Sequence and Features


Assembly Compatibility:
  • 10
    COMPATIBLE WITH RFC[10]
  • 12
    COMPATIBLE WITH RFC[12]
  • 21
    COMPATIBLE WITH RFC[21]
  • 23
    COMPATIBLE WITH RFC[23]
  • 25
    INCOMPATIBLE WITH RFC[25]
    Illegal NgoMIV site found at 25
    Illegal AgeI site found at 478
  • 1000
    COMPATIBLE WITH RFC[1000]

Description

Usage

Design

Characterization

Characterization of original part BBa_K1159105

Sequence for BBa_K1159105 was ordered from IDT, and using Gibson Assembly it was inserted into the pGmFaHBD-H plasmid to form pGNucA-H.

pGNucA-H (BY4741) was cultured in YPD-HygB for 24 hours, and a CFU assay was carried out 5 serial dilutions to a cell count of 10-5 and then plated on either YPD-HygB agar as a negative control, as well as YPGR-H to induce the production of NucA. Culture that was induced showed only a 20% decrease in cell mortality, and it was decided that the part needed to be improved upon.

Characterization of this part (Improved version)

Figure 2: Construct schematic diagram of new and improved NucA with NLS added at N-terminus.

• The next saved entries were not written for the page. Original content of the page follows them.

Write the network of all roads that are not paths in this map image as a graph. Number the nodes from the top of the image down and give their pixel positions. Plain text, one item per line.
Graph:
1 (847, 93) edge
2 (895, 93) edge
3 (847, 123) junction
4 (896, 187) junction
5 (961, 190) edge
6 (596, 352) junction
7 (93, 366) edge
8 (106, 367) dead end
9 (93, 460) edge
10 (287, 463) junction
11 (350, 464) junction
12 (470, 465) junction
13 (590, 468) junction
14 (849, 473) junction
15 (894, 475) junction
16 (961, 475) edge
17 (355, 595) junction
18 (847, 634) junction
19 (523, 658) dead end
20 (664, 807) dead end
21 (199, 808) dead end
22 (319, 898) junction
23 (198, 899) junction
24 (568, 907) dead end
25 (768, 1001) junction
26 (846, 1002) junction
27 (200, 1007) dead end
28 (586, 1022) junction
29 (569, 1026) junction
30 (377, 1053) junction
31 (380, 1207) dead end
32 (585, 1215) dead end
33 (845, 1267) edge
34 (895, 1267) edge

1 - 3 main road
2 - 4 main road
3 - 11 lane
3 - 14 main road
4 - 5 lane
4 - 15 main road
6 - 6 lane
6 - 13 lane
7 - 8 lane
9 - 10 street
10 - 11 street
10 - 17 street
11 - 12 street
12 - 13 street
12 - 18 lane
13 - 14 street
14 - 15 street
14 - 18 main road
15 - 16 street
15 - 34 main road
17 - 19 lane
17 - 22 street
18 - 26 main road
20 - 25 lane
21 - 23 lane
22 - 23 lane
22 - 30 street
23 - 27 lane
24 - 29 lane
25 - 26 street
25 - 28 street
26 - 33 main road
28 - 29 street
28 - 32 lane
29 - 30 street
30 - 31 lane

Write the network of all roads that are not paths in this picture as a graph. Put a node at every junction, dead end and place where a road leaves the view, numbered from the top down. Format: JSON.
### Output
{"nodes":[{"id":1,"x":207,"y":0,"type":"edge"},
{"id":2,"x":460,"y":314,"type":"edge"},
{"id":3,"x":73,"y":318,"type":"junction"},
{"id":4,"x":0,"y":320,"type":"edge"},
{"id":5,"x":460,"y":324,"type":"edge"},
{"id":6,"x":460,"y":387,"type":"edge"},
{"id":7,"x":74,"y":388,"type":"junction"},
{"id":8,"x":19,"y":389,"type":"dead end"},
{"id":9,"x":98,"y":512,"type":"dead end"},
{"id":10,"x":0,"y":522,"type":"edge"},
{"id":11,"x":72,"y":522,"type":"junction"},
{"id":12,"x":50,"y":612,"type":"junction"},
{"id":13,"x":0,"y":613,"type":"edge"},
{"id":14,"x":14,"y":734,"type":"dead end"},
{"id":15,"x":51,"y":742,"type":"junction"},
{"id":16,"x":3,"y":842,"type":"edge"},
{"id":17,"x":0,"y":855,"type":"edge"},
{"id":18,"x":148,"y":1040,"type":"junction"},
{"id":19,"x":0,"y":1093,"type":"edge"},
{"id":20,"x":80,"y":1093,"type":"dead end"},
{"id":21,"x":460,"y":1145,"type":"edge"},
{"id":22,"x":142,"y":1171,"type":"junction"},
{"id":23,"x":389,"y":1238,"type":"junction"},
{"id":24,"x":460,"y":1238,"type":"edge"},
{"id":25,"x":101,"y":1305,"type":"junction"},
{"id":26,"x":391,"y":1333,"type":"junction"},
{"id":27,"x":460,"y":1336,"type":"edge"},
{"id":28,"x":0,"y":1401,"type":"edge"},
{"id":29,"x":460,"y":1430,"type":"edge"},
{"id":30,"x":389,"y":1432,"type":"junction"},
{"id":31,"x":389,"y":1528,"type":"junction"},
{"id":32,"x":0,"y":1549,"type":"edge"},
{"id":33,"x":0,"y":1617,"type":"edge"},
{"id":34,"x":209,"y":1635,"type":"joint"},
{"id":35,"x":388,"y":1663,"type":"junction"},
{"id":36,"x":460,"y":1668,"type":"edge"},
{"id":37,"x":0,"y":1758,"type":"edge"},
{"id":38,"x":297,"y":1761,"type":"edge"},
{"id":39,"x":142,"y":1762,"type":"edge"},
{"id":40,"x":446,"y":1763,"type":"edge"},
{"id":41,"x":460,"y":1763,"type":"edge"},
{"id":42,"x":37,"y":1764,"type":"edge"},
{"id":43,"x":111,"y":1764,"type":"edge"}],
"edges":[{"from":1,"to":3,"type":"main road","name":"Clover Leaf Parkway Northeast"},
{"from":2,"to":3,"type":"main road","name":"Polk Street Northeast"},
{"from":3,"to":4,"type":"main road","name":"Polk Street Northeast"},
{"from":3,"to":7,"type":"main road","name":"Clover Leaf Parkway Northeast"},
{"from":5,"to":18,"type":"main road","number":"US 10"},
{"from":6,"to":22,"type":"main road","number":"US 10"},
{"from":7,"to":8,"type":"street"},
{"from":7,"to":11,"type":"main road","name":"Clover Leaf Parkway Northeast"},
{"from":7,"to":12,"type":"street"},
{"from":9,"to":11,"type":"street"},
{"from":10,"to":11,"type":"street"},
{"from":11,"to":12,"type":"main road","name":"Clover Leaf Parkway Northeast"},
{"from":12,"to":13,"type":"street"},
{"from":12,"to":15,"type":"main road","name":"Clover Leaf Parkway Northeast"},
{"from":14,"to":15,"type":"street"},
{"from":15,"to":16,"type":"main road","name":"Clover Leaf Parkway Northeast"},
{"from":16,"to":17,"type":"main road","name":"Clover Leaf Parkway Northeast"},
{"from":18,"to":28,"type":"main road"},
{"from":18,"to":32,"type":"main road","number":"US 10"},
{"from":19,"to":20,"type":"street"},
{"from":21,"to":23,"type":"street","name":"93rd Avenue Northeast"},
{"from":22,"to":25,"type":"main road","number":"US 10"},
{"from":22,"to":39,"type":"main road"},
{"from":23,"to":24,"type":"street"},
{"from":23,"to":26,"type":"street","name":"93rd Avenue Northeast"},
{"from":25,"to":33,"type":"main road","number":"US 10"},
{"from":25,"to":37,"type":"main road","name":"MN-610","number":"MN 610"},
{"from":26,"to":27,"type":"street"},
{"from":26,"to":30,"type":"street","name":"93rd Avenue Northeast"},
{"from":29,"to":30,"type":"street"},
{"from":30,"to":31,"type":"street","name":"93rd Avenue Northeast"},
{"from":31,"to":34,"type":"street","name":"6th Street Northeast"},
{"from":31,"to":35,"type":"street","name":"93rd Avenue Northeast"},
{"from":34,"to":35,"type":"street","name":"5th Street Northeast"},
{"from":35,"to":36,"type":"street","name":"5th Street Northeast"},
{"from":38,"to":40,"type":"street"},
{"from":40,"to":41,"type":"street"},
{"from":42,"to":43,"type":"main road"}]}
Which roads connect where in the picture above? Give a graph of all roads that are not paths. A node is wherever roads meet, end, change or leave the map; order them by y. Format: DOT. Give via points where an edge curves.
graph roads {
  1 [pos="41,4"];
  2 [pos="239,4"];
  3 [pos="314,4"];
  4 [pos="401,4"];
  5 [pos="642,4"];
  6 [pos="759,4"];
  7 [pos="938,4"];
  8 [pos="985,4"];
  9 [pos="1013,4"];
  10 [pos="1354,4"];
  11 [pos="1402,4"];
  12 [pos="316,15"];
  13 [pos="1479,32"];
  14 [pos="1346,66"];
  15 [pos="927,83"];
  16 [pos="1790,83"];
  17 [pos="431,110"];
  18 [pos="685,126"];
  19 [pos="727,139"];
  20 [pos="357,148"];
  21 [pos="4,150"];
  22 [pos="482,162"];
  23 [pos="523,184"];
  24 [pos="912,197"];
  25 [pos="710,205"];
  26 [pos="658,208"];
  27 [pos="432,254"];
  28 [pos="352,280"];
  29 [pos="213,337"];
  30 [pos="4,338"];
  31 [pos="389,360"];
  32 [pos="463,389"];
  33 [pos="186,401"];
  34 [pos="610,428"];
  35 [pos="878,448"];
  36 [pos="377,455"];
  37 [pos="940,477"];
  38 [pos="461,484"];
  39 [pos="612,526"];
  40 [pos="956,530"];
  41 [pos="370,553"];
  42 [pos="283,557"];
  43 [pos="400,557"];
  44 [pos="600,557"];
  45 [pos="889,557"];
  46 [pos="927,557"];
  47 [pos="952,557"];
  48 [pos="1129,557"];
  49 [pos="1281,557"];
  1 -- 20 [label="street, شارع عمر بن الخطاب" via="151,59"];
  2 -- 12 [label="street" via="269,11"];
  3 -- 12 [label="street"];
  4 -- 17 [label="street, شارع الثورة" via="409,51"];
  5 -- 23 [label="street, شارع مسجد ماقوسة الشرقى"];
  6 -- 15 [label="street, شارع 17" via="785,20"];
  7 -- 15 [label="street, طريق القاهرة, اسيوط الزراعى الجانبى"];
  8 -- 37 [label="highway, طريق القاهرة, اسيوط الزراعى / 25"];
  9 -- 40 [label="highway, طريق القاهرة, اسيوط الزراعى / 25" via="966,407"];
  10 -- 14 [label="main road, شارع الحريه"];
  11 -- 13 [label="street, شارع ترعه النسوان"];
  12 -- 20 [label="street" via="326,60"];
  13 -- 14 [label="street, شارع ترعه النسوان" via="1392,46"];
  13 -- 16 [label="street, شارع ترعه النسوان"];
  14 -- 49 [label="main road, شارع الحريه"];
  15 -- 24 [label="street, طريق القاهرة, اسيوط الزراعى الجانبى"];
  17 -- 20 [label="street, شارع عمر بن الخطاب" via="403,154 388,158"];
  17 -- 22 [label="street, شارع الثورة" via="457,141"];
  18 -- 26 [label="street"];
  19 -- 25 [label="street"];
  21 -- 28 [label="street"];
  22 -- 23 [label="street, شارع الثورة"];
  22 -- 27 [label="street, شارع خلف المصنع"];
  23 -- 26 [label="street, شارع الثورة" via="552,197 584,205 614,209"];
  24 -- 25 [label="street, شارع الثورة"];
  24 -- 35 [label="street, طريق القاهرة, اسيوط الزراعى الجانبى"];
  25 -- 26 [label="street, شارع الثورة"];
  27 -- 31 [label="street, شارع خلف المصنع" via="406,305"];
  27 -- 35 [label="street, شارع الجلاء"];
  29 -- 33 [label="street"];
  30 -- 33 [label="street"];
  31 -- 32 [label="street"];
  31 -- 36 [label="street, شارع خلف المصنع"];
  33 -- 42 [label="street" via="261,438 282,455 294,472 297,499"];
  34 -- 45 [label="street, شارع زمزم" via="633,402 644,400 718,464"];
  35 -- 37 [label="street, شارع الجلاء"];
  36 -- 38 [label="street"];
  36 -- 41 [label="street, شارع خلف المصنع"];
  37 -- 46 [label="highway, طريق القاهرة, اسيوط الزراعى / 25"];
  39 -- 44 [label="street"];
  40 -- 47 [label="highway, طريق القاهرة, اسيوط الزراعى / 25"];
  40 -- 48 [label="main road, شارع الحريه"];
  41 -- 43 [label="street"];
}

Gibson Assembly was used to insert a 7 amino acid NLS sequence at the N-terminus of pGNucA-H forming the plasmid pGNLSNucA-H. pGNLSNucA-H was transfomed into BY4741 forming the strain pGNLSNucA-H (BY4741). pGNLSNucA-H (BY4741) was in YPD-HygB for 24 hours, and a CFU assay was carried out 5 serial dilutions to a cell count of 10-5 and then plated on either YPD-HygB agar as a negative control, as well as YPGR-H to induce the production of NucA (figure 3).

Figure 3: CFU assay results from pGNucA-H(BY4741) and pGNLSNucA-H(BY4741), ratio of colonies counted from plates with the nuclease induced to the colonies counted from the plates with nuclease uninduced. Nuclease with the NLS attached reduces the total number of live colonies on the plate.

By adding the NLS, the overall mortality rate of the cells with nuclease induced increased as assessed from the CFU assay, indicated by a greater decrease in the colonies observed growing from the induced to uninduced cultures.